O prefeito de Belo Horizonte, Álvaro Damião (União Brasil), também atuou contra a proposta. De acordo com a coluna de Bernardo Mello Franco, no jornal O Globo, Damião demitiu ao menos sete funcionários ligados a vereadores que foram contra a orientação do Executivo de votar contra a tarifa zero.
Atualmente, Belo Horizonte tem uma das tarifas mais caras entre as capitais: R$ 5,75. Apesar do valor, apenas 25% da arrecadação do sistema vem do bilhete. As maiores receitas são do subsídio da prefeitura (38%) e do vale-transporte (37%).
No Brasil, 127 cidades brasileiras adotam a tarifa zero, sendo apenas 12 com população acima de cem mil habitantes. A lista inclui a petista Maricá (RJ) e a bolsonarista Balneário Camboriú (SC).
O ministro da Fazenda, Fernando Haddad, revelou, nesta terça-feira (7), que o presidente Luiz Inácio Lula da Silva (PT) solicitou um estudo sobre a viabilidade de implementar a chamada tarifa zero em todo o Brasil.
"Nós sabemos que o transporte público no Brasil, sobretudo urbano, ele é uma questão importante para o trabalhador. Nesse momento nós estamos fazendo radiografia do setor a pedido do presidente. Tem vários estudos que estão sendo recuperados pela Fazenda para verificar se existem outras formas mais adequadas de financiar o setor", afirmou Haddad, em entrevista ao programa "Bom dia, ministro", da Empresa Brasil de Comunicação (EBC).
"Nós vamos perseverar nesse estudo para apresentar uma radiografia do setor e nós verificamos quais são as possibilidades de melhorar isso que tem um apelo social muito forte", acrescentou.
No entanto, o ministro da Casa Civil, Rui Costa, freou o anúncio feito por Haddad e disse que ainda não há "nada programado para ano que vem nem para este ano".
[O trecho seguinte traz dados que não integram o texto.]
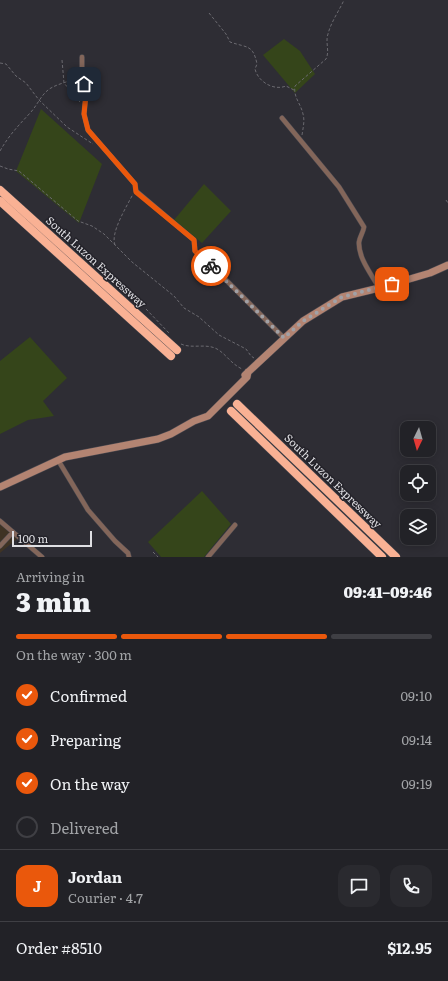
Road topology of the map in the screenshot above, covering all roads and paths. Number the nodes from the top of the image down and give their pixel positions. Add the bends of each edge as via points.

"O presidente, na última reunião de ministros, apenas solicitou os estudos. Não tem nada programado para ano que vem nem para este ano. Os estudos estão sendo feitos. Muitos teóricos afirmam que isso é possível, mas o presidente apenas solicitou os estudos", disse Rui Costa, em entrevista, nesta quarta-feira (8), ao programa Giro Baiana 1ª Edição da rádio Baiana FM, com transmissão na BNewsTV.